EXERCISE AIM
The records below are to be set down word for word, with every picture left out.

Collected data entries
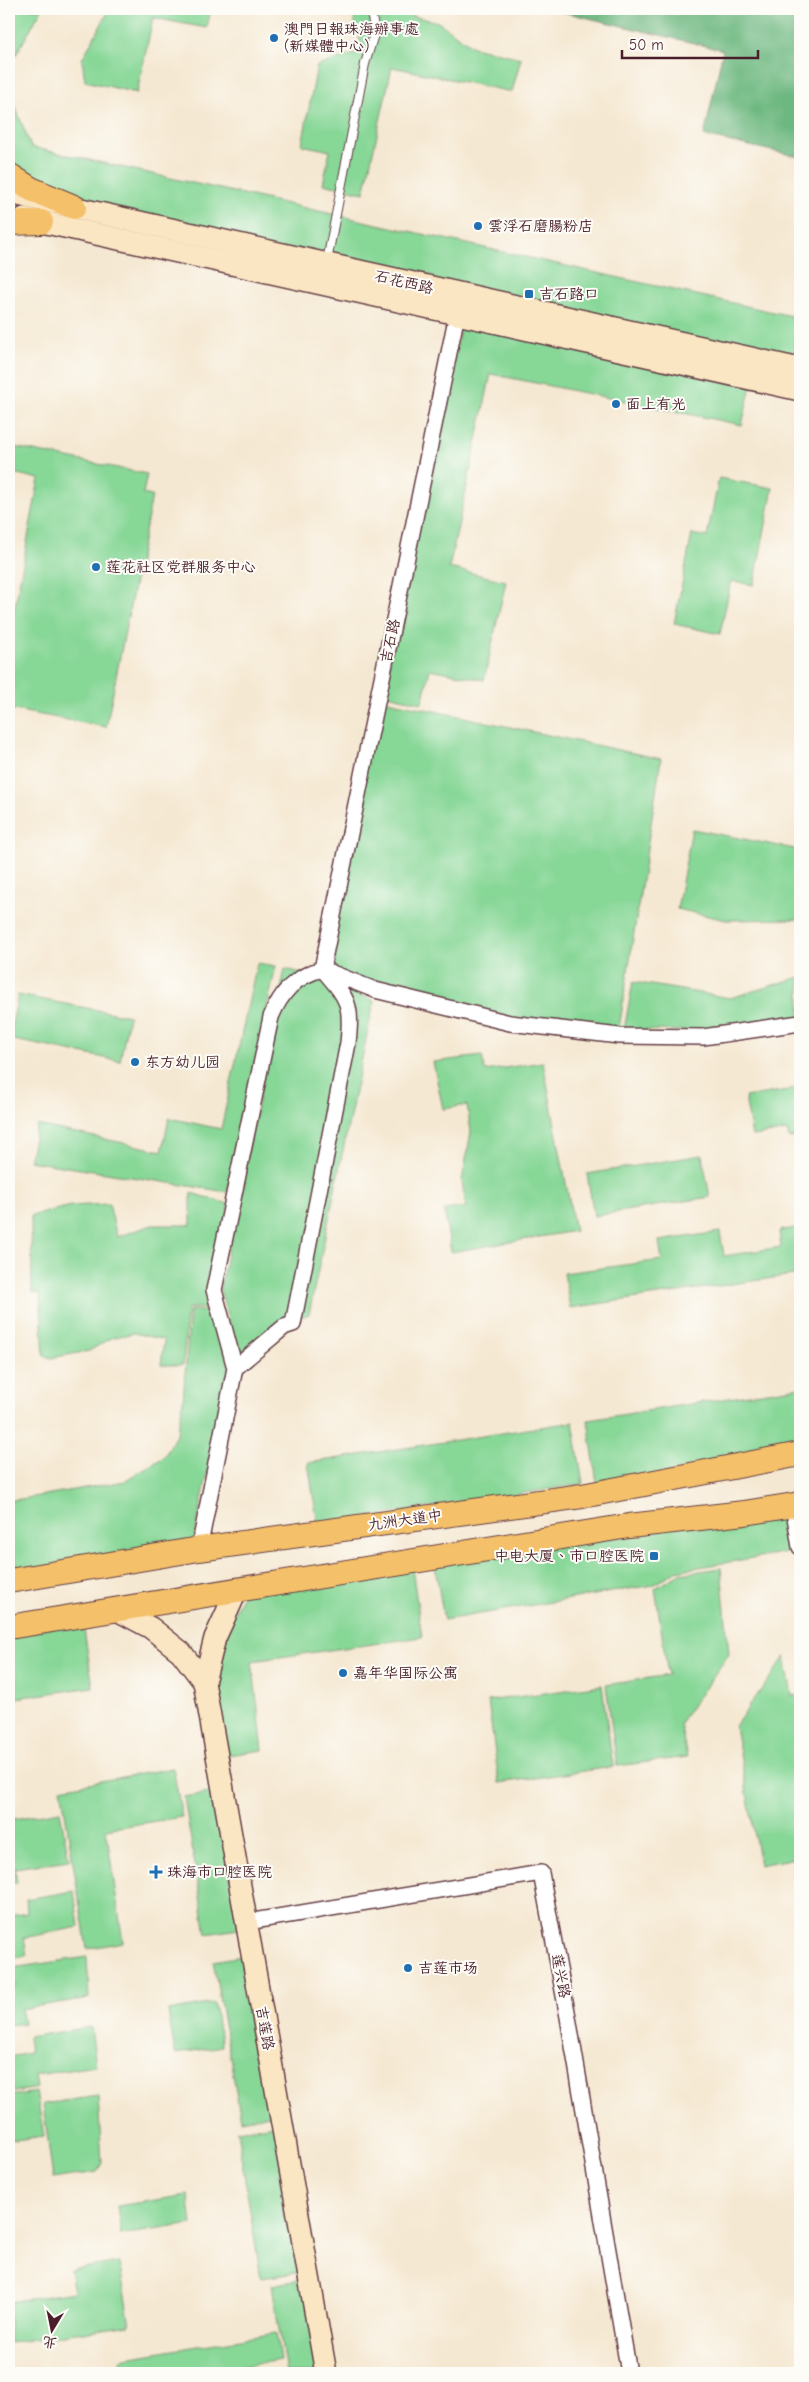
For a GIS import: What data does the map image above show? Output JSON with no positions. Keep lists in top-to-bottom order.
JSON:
{
  "streets": {
    "main road": ["石花西路", "九洲大道中", "吉莲路"],
    "street": ["吉石路", "莲兴路"]
  },
  "crossings": [
    ["石花西路", "吉石路"],
    ["莲兴路", "吉莲路"]
  ],
  "places": {
    "other": [
      "澳門日報珠海辦事處 (新媒體中心)",
      "雲浮石磨腸粉店",
      "面上有光",
      "莲花社区党群服务中心",
      "东方幼儿园",
      "嘉年华国际公寓",
      "吉莲市场"
    ],
    "transit": ["吉石路口", "中电大厦、市口腔医院"],
    "health": ["珠海市口腔医院"]
  },
  "scale_bar": "50 m",
  "north": "bottom"
}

SOLUTION FOR THIS PROBLEM
For a GIS import: What data does the map image above show? Output JSON with no positions. Keep lists in top-to-bottom order.
JSON:
{
  "streets": {
    "main road": ["石花西路", "九洲大道中", "吉莲路"],
    "street": ["吉石路", "莲兴路"]
  },
  "crossings": [
    ["石花西路", "吉石路"],
    ["莲兴路", "吉莲路"]
  ],
  "places": {
    "other": [
      "澳門日報珠海辦事處 (新媒體中心)",
      "雲浮石磨腸粉店",
      "面上有光",
      "莲花社区党群服务中心",
      "东方幼儿园",
      "嘉年华国际公寓",
      "吉莲市场"
    ],
    "transit": ["吉石路口", "中电大厦、市口腔医院"],
    "health": ["珠海市口腔医院"]
  },
  "scale_bar": "50 m",
  "north": "bottom"
}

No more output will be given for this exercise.